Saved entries
[Start of section]

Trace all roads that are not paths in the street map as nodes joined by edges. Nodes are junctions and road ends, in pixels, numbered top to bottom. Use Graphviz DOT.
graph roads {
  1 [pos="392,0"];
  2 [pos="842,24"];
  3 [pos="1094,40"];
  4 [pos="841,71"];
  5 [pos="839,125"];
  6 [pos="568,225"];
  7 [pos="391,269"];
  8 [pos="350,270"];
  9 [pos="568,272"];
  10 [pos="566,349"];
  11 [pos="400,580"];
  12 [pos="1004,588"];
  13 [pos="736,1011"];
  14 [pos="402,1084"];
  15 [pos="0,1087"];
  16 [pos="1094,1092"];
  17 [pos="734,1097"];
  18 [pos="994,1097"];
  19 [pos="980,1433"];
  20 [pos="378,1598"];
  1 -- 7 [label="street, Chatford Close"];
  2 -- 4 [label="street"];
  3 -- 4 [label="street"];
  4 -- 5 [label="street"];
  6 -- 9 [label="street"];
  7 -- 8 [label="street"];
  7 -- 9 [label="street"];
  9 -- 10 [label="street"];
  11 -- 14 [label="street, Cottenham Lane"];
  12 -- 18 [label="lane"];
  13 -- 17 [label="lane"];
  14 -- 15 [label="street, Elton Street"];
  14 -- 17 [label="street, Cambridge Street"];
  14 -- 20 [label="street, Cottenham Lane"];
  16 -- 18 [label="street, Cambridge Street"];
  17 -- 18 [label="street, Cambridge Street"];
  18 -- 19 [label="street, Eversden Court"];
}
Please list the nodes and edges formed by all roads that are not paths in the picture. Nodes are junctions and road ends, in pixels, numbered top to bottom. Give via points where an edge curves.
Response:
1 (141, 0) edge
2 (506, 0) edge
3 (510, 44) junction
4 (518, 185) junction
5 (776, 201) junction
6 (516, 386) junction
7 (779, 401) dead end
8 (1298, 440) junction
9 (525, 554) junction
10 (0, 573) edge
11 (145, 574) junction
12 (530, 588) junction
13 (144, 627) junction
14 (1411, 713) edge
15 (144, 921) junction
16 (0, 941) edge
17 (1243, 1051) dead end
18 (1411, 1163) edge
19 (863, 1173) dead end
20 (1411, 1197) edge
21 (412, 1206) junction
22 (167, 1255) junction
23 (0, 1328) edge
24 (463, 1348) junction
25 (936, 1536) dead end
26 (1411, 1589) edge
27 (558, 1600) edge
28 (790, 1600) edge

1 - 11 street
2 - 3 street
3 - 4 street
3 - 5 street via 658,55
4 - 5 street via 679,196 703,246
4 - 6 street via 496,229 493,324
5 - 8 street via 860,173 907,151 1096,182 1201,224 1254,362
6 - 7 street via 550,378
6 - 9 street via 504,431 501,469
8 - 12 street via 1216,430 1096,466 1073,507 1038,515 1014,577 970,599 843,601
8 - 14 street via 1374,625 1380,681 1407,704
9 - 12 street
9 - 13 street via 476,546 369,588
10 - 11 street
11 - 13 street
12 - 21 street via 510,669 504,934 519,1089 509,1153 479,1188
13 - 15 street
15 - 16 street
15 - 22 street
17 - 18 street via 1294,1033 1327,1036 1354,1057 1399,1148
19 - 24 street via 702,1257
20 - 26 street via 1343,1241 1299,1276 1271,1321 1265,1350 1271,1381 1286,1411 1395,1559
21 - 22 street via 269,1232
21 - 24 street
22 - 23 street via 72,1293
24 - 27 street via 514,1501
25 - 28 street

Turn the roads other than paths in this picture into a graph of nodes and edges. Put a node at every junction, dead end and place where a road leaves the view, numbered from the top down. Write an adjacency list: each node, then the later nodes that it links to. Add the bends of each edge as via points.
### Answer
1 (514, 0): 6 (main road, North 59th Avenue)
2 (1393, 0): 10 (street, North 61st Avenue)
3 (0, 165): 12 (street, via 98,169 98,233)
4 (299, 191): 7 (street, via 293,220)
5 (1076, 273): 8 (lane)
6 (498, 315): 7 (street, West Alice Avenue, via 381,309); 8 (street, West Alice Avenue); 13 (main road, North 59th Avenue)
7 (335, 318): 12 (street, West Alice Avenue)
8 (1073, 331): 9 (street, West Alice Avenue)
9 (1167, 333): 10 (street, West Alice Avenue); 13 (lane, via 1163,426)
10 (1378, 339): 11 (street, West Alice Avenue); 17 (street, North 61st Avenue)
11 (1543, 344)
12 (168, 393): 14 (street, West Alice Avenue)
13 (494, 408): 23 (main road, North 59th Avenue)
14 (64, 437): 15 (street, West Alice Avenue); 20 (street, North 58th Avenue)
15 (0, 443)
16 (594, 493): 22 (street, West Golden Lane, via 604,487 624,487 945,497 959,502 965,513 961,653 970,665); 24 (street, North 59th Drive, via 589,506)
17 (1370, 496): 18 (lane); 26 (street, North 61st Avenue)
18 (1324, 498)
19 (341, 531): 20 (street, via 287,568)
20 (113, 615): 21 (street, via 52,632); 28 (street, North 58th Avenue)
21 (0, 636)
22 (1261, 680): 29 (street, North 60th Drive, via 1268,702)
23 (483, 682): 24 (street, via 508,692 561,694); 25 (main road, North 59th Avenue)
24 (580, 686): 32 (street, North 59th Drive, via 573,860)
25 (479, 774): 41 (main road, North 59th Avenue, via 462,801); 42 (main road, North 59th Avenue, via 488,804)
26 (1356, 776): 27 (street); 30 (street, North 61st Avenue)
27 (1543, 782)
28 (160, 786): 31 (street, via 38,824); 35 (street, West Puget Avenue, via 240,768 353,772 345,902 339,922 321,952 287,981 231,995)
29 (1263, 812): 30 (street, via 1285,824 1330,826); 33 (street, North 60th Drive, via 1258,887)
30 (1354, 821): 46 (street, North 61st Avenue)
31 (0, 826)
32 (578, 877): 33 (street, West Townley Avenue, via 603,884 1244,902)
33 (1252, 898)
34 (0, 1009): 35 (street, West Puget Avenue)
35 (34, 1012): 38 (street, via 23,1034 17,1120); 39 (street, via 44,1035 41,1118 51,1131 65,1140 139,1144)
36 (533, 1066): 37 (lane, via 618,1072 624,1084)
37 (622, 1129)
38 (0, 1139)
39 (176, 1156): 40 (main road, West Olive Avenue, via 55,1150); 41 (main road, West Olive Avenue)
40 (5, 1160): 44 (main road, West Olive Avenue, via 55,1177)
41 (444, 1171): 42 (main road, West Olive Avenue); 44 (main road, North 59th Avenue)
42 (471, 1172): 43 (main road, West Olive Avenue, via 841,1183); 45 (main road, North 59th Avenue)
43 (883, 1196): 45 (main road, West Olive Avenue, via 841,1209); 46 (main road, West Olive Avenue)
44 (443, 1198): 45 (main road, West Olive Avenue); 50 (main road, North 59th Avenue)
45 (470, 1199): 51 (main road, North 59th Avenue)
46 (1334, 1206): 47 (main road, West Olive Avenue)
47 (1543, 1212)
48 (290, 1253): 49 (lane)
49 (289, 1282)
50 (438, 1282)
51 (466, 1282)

[End of section]

ABOUT THIS EXERCISE >> Go through the data and show every line where "that" occurs.

ANSWER TO THIS TASK >>
Trace all roads that are not paths in the street map as nodes joined by edges. Nodes are junctions and road ends, in pixels, numbered top to bottom. Use Graphviz DOT.
Please list the nodes and edges formed by all roads that are not paths in the picture. Nodes are junctions and road ends, in pixels, numbered top to bottom. Give via points where an edge curves.
Turn the roads other than paths in this picture into a graph of nodes and edges. Put a node at every junction, dead end and place where a road leaves the view, numbered from the top down. Write an adjacency list: each node, then the later nodes that it links to. Add the bends of each edge as via points.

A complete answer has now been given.